Provincial income inequality and self-reported health status in China during 1991–7
- 1Department of Policy Analysis and Management, Cornell University, Ithaca, New York, USA
- 2Stanford University, Center for Education in Family Community Medicine Stanford, USA
- Correspondence to: X Pei Department of Policy Analysis and Management, 140 MVR Hall, Cornell University, Ithaca, NY 14853, USA;
- Accepted 26 April 2006
Background: The relationship between income inequality and health has been widely explored. Today there is some evidence suggesting that good health is inversely related to income inequality. After the economic reforms initiated in the early 1980s, China experienced one of the fastest-growing income inequalities in the world. The state of China in the 1990s is focussed on and possible effects of provincial income inequality on individual health status are explored.

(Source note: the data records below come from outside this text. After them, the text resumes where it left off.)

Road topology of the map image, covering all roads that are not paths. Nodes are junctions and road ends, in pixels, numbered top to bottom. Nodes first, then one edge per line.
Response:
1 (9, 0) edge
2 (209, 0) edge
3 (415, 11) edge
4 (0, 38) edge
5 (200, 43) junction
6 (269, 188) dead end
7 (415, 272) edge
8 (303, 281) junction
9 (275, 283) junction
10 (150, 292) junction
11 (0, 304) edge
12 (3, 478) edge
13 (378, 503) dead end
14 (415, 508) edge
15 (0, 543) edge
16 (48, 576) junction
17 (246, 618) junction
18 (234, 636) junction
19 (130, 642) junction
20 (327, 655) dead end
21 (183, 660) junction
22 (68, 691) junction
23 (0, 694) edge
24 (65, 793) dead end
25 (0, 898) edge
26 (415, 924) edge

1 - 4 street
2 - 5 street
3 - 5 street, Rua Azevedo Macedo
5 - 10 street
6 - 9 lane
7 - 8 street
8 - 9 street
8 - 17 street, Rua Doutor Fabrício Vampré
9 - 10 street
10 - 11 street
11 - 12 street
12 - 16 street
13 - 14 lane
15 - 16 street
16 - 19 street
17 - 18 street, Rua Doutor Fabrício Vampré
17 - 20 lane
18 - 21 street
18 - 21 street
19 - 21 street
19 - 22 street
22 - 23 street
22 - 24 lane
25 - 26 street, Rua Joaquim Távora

Methods: A multilevel regression model is used to analyse the data collected in 1991, 1993 and 1997 from nine provinces included in the China Health and Nutrition Survey. The effects of provincial Gini coefficients on self-rated health in each year are evaluated by two logistic regressions estimating the odds ratios of reporting poor or fair health. The patterns of this effect are compared among the survey years and also among different demographic groups.
Results: The analyses show an independent effect of income inequality on self-reported health after adjusting for individual and household variables. Furthermore, the effect of income distribution is not attenuated when household income and provincial gross domestic product per capita are included in the model. The results show that there is an increased risk of about 10–15% on average for fair or poor health for people living in provinces with greater income inequalities compared with provinces with modest income inequalities.
Conclusions: In China, societal income inequality appears to be an important determinant of population health during 1991–7.
↵i As we are looking at the effect of a provincial-level variable (Gini coefficient), it is more appropriate to control for province-level variability. A multilevel model can account for different factors and different sources of variability at both individual and provincial levels.
↵ii 1993 GDP per capita is from Lee J. Changes in the sources of China’s regional inequality. China Econ Rev 2000;11:232–45. 1997 GDP per capita is from http://www.uschina.org/statistics/regionalstats.html. While we mention this additional analysis, we chose not to report on a more detailed analysis because the accuracy of GDP data available is still under scrutiny.
↵iii The results are not reported here due to the space limitation. It can be requested from the author.
X Pei conceived the idea for the study and conducted the statistical analysis. Both authors were involved in the study design, interpretation of the analysis and the preparation of the manuscript.
Competing interests: None.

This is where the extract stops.